Однако реалии межамериканских отношений стали стреми­тельно меняться уже к концу десятилетия: резко возросла асимметрия мощи и влияния между США и государствами Юга региона. Никогда еще в XX в. США не были так сильны, как в эти годы. Став, по сути, единственной ядерной супердер­жавой, производя более 40% мирового ВВП, контролируя 1/3 мировой торговли, северный колосс не скрывал своих гегемонистских устремлений. На смену тенденции к выравниванию асимметрии и образованию горизонтальной системы отноше­ний пришло жесткое вертикальное начало. Экономическая и военно-политическая мощь США стала непосредственно про­ецироваться на отношения со странами Западного полушария.

40-50-е годы стали временем фактически безраздельного господства США в Западном полушарии. Это был своеобраз­ный пик влияния, сверхприсутствия, фактической гегемонии в регионе. Речь уже шла даже не столько о резко возросшей асимметрии между США и латиноамериканскими государства­ми, а о почти безусловной зависимости большинства госу­дарств региона от США.

Межамериканский договор о взаимной помощи уже через несколько лет после своего оформления фактически потерял для США значимость как коллективный механизм обороны полушария. Создание в 1949 г. НАТО, по существу, вытеснило МДВП на обочину американских интересов, тем более что в отличие от европейского театра сценарий возможной агрессии восточного блока против латиноамериканских государств в 50-е годы был из разряда чисто гипотетических.

Главной задачей США в регионе в 50-е годы было обеспе­чение политического статус-кво, необходимого для беспере­бойного доступа к стратегическому сырью и безопасности мор­ских коммуникаций, в первую очередь, естественно, Панам­ского канала.

В эти годы американский истеблишмент рассматривал весь комплекс отношений со странами региона сквозь призму кон­фронтации «Восток - Запад». Это вытекало из характера меж­дународных отношений тех лет. Однако сквозь эту призму рас­сматривались и политические процессы в странах региона, причем в жестко утилитарной форме.

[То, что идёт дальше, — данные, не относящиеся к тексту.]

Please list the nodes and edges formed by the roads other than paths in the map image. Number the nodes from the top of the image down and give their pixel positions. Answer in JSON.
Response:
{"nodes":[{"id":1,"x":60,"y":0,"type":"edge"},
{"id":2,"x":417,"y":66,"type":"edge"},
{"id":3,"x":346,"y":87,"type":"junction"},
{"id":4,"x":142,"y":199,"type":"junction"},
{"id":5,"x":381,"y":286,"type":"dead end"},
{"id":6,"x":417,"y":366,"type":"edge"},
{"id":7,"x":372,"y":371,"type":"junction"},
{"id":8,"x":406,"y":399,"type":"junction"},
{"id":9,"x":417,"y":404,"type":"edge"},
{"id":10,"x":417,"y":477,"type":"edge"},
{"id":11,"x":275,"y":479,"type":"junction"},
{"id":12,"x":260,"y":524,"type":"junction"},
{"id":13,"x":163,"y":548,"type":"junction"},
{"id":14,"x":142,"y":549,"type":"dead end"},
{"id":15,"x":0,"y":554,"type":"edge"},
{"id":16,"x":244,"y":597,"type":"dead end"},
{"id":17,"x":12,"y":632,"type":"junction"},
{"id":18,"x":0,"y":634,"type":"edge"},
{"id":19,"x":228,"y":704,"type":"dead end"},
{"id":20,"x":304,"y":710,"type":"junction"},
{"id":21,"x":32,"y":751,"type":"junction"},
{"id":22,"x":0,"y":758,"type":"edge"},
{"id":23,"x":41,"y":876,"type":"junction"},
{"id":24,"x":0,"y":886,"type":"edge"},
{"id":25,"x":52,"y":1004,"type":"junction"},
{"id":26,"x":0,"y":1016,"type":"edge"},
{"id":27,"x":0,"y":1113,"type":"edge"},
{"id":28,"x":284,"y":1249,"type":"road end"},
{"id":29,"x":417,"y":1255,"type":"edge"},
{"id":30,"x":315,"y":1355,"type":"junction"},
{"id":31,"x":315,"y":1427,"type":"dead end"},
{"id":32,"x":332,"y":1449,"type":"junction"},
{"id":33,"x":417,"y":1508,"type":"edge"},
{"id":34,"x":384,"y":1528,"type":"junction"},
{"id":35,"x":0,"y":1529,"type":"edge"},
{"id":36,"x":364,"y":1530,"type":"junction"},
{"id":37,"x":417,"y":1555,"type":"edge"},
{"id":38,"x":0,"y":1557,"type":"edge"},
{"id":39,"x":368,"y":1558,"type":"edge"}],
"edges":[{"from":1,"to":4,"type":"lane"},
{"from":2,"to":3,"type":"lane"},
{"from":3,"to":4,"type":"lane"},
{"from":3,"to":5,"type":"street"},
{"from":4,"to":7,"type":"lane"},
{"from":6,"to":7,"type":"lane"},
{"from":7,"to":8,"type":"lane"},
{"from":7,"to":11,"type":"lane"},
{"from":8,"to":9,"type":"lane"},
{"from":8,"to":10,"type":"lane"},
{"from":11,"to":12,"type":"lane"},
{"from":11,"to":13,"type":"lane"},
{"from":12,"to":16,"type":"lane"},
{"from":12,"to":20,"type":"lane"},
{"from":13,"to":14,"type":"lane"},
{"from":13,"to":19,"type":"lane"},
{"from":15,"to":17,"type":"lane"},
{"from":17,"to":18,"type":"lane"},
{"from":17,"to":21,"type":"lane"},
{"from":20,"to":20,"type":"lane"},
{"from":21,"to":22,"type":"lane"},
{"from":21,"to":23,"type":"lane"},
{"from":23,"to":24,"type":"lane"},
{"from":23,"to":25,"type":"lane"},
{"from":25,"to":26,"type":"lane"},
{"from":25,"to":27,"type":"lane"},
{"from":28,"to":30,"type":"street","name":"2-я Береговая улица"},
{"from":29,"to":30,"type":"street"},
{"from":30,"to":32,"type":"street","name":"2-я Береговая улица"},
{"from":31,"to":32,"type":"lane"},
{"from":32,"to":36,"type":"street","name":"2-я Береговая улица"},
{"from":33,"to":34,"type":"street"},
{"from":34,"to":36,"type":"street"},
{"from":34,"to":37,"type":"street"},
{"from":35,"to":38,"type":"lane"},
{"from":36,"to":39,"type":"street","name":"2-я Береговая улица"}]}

Узко прагматично пони­маемая стабильность должна была быть обеспечена любой ценой.

Таким образом, Вашингтоном в конце 40 - начале 50-х годов была предпринята попытка в рамках существовавшего каркаса межамериканской системы выстроить жестко верти­кальную модель отношений со странами региона, обеспечи­вающую дисциплину в этой тыловой зоне. В особенности в об­ласти внешней политики в годы разгара «холодной войны» большинство государств региона выстраивались в «кильватере» американской дипломатии. Это был фактически безусловный союз. Латиноамериканская машина голосования во всю рабо­тала в ООН, почти автоматически поддерживая США по всему спектру международных вопросов того периода.

Столь жестко детерминированная модель внешнеполитичес­кого поведения достигла своего апогея на X Межамериканской конференции в Каракасе (март 1954 г.), где США удалось, не­смотря на сопротивление делегаций Гватемалы, Мексики, Уру­гвая и Аргентины, добиться одобрения «Декларации солидар­ности в сохранении политической целостности американских государств от вмешательства международного коммунизма». Суть декларации сводилась к ужесточению «политической дисиплины» внутри системы и коллективным действиям против страны-члена, где международное коммунистическое движение устанавливает «господство или контроль над политическими институтами какого-либо американского государства». После­довавшее спустя несколько месяцев свержение реформистского правительства X. Арбенса в Гватемале, которое в лучших тра­дициях маккартизма подверглось откровенной травле со сторо­ны США и соседних центрально-американских диктатур, обозначили своеобразную высшую точку в продвижении модели монолитного, блокового единства стран региона в период раз-гаpa «холодной войны».

С данного момента маятник соотношения центробежных и центростремительных тенденций в межамериканской системе двинулся назад. Это было обусловлено возросшим конфликт­ным потенциалом отношений центра и периферии системы.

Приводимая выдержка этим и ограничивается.